> _Task item_: Go through the entries, filter for the word "curves", and copy every line that has it.

> _Task data_:
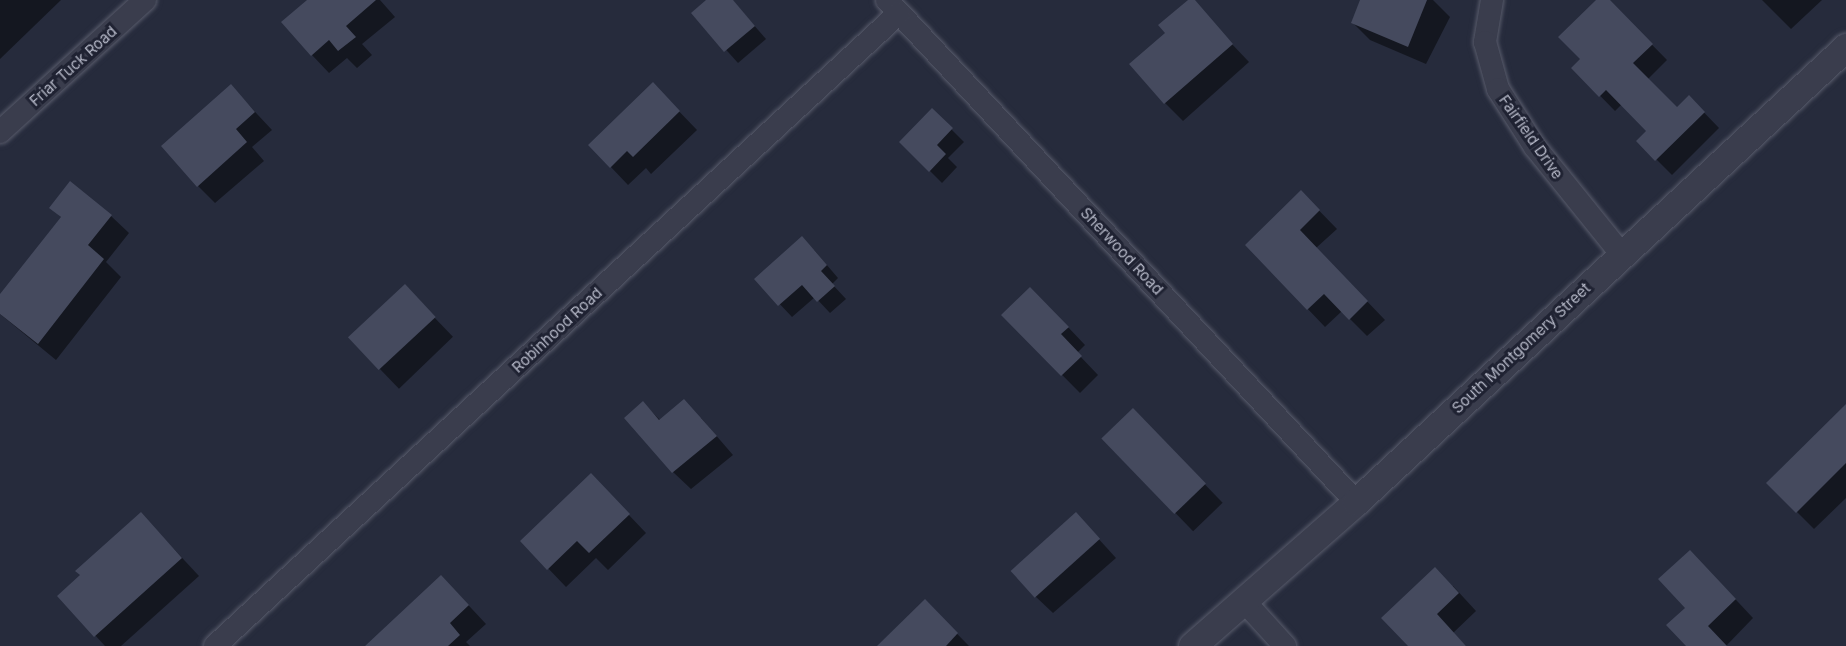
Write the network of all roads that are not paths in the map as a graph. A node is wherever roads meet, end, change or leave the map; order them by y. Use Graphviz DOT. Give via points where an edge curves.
...
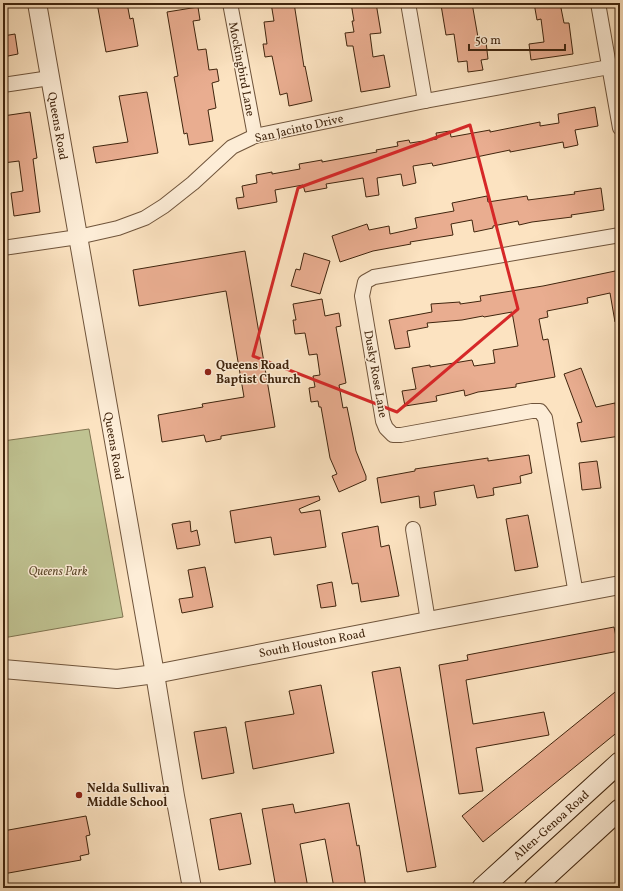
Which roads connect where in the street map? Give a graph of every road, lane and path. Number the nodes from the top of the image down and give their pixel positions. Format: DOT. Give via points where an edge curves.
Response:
...
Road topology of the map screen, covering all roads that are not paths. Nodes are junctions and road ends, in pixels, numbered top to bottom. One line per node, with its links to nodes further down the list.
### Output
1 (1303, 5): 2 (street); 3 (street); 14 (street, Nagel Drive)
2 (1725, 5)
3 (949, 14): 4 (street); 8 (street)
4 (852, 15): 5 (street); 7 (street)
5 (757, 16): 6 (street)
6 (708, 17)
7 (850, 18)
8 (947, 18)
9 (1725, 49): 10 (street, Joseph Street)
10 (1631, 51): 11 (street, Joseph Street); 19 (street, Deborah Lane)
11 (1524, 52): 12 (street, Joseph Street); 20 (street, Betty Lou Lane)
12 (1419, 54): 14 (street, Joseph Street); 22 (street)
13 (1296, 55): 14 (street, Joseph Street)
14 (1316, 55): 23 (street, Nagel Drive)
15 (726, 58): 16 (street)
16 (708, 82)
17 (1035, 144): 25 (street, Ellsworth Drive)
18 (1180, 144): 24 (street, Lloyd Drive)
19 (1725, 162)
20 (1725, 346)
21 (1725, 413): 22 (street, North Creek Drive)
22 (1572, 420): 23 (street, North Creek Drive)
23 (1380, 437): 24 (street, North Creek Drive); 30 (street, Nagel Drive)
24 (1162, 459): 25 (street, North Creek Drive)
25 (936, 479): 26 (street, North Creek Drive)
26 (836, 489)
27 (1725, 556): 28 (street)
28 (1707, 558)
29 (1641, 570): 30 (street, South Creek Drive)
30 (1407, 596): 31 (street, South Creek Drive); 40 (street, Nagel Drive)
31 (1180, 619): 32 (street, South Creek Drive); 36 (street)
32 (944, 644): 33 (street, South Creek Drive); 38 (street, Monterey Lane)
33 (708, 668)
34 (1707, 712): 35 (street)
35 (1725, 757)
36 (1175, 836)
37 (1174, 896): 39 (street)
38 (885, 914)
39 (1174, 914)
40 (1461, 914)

> _Problem solution_:
Write the network of all roads that are not paths in the map as a graph. A node is wherever roads meet, end, change or leave the map; order them by y. Use Graphviz DOT. Give via points where an edge curves.
Which roads connect where in the street map? Give a graph of every road, lane and path. Number the nodes from the top of the image down and give their pixel positions. Format: DOT. Give via points where an edge curves.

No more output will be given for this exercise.